And once they start, neither of them can look away.

Notes:

This thing exists because of the opening move in SERVE and my inability to stop thinking about 10DANCE at random moments.
It was supposed to be a short X/Twitter thread.
Then I made the mistake of giving them feelings.
And then backstories.
And then emotional trauma.
The structure is still a little thread-fic coded because that was the original plan, so it’s kind of a mess.

(See the end of the work for more notes.)

Work Text:

Rui has spent his entire life perfecting his craft. Ever since his mother took him to that first ballet lesson.

Every movement measured and every posture elegant, sharp, yet still flowing like water. Easy. Calm. Performances polished until not a single flaw remains.

People call him elegant but cold, while most partners, old and new, consider him impossible to work with. He never cared. Nothing less than perfection was acceptable.

Then Hyun appears.

He is loud, awfully charismatic, and infuriatingly talented. The kind of dancer who can make an audience hold its breath with nothing more than a glance and a crooked smile. Unruly and never sticking to proper form.

His technique should not have worked as well as it did.

And Rui hated that it did.

Hyun knows exactly who Rui is.

Everyone does.

The prodigy. The reigning champion. The genius.

A man who dances as though he was carved from marble.

Hyun expects arrogance the first time they meet. An ego reaching the stratosphere, an attitude both dismissive and cold.

What he doesn't expect is someone so completely devoted to his craft that it borders on obsession.

But also, a man who, although he executes every move with perfection, shows no affection toward that craft.

His face is devoid of any emotion that would give away the rush of adrenaline, the dopamine of finishing a perfectly executed dance move or receiving an award.

Always composed, awfully polite, never a smile on his face.

Rui thinks Hyun is reckless and lacking self-discipline. His routines are always changing, some spontaneous move appearing out of nowhere and dragging his partners into almost-fumbled steps, only for the performance to somehow score even higher.

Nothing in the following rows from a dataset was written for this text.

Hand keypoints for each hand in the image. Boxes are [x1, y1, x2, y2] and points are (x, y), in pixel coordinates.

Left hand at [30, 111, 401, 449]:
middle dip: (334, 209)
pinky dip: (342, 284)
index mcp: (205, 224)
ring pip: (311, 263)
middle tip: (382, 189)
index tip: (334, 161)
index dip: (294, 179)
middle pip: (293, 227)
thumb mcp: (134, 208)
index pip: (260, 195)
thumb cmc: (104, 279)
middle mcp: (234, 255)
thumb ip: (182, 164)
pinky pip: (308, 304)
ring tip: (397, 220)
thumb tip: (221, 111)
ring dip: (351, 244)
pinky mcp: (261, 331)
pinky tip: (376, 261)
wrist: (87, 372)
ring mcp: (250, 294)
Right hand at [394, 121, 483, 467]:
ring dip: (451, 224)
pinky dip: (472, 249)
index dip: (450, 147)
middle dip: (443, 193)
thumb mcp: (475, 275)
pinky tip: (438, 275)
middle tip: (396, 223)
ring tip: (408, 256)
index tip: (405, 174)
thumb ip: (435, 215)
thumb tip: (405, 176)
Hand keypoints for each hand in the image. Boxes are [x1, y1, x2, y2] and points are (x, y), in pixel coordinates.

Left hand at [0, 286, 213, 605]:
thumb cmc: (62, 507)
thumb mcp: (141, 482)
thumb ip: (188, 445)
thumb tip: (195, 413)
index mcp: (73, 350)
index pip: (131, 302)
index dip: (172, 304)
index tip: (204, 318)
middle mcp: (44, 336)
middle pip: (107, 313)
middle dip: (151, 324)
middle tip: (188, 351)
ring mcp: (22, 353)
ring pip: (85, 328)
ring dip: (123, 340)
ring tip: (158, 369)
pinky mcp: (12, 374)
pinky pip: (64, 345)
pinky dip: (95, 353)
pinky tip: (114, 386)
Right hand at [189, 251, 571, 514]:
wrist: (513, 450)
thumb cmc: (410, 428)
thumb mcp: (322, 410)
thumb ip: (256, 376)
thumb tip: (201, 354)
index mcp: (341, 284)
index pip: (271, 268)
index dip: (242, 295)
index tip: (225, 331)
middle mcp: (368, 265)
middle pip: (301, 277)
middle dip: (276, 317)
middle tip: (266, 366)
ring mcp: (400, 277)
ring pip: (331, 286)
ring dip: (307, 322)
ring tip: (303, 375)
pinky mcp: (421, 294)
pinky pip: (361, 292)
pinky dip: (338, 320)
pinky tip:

It makes Rui livid.Though he would never show it outright.

Hyun thinks Rui is insufferable and awfully stubborn. You couldn't move him with a bulldozer.

His obsession with perfection. The endless repetitions. The way he instructs his partners methodically, without regard for the other person's feelings, like a robot.

It's so obvious that Rui forgot dancing is supposed to make people feel something. It's supposed to make the dancers feel something. A thousand emotions in the span of a single performance.

Neither is entirely wrong.

They don't interact much.

Passing each other during competitions without a greeting. Refusing to participate in conversations about the other.

Then a prestigious international exhibition announces mixed-discipline pairings. Standard dancers paired with Latin dancers.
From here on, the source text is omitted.